[llvm] 10f41a2 - [SLP]Fix PR55688: Miscompile due to incorrect nuw/nsw handling.
Alexey Bataev via llvm-commits
llvm-commits at lists.llvm.org
Wed May 25 14:00:09 PDT 2022
Author: Alexey Bataev
Date: 2022-05-25T13:59:06-07:00
New Revision: 10f41a214767219ef369b217f685eb545b80e386
URL: https://github.com/llvm/llvm-project/commit/10f41a214767219ef369b217f685eb545b80e386
DIFF: https://github.com/llvm/llvm-project/commit/10f41a214767219ef369b217f685eb545b80e386.diff
LOG: [SLP]Fix PR55688: Miscompile due to incorrect nuw/nsw handling.
Need to use all ReductionOps when propagating flags for the reduction
ops, otherwise transformation is not correct.
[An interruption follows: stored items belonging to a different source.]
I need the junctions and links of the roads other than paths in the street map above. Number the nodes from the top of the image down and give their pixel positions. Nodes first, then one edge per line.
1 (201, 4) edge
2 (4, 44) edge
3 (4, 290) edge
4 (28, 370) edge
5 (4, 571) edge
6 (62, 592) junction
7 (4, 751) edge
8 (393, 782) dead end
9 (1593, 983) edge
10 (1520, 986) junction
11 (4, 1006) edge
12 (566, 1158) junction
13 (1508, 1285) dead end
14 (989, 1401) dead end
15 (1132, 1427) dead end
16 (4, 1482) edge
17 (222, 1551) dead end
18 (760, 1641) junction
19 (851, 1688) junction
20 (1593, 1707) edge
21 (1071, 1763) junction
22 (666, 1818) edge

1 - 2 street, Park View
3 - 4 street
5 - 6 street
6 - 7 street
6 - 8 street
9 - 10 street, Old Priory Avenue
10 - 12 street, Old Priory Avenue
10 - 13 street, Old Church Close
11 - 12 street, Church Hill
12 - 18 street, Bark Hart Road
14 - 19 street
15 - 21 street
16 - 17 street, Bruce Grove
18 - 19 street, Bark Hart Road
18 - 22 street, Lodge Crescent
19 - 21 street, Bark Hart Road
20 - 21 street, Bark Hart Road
Plus, need to drop nuw/nsw
flags.
Differential Revision: https://reviews.llvm.org/D126371
Added:
Modified:
llvm/include/llvm/Transforms/Utils/LoopUtils.h
llvm/lib/Transforms/Utils/LoopUtils.cpp
llvm/lib/Transforms/Vectorize/SLPVectorizer.cpp
llvm/test/Transforms/SLPVectorizer/AArch64/horizontal.ll
llvm/test/Transforms/SLPVectorizer/X86/horizontal-list.ll
llvm/test/Transforms/SLPVectorizer/X86/horizontal.ll
llvm/test/Transforms/SLPVectorizer/X86/remark_horcost.ll
llvm/test/Transforms/SLPVectorizer/X86/scheduling.ll
Removed:
################################################################################
diff --git a/llvm/include/llvm/Transforms/Utils/LoopUtils.h b/llvm/include/llvm/Transforms/Utils/LoopUtils.h
index 04e834c0bc8aa..676c0c1487db8 100644
--- a/llvm/include/llvm/Transforms/Utils/LoopUtils.h
+++ b/llvm/include/llvm/Transforms/Utils/LoopUtils.h
@@ -413,8 +413,10 @@ Value *createOrderedReduction(IRBuilderBase &B,
/// of each scalar operation (VL) that will be converted into a vector (I).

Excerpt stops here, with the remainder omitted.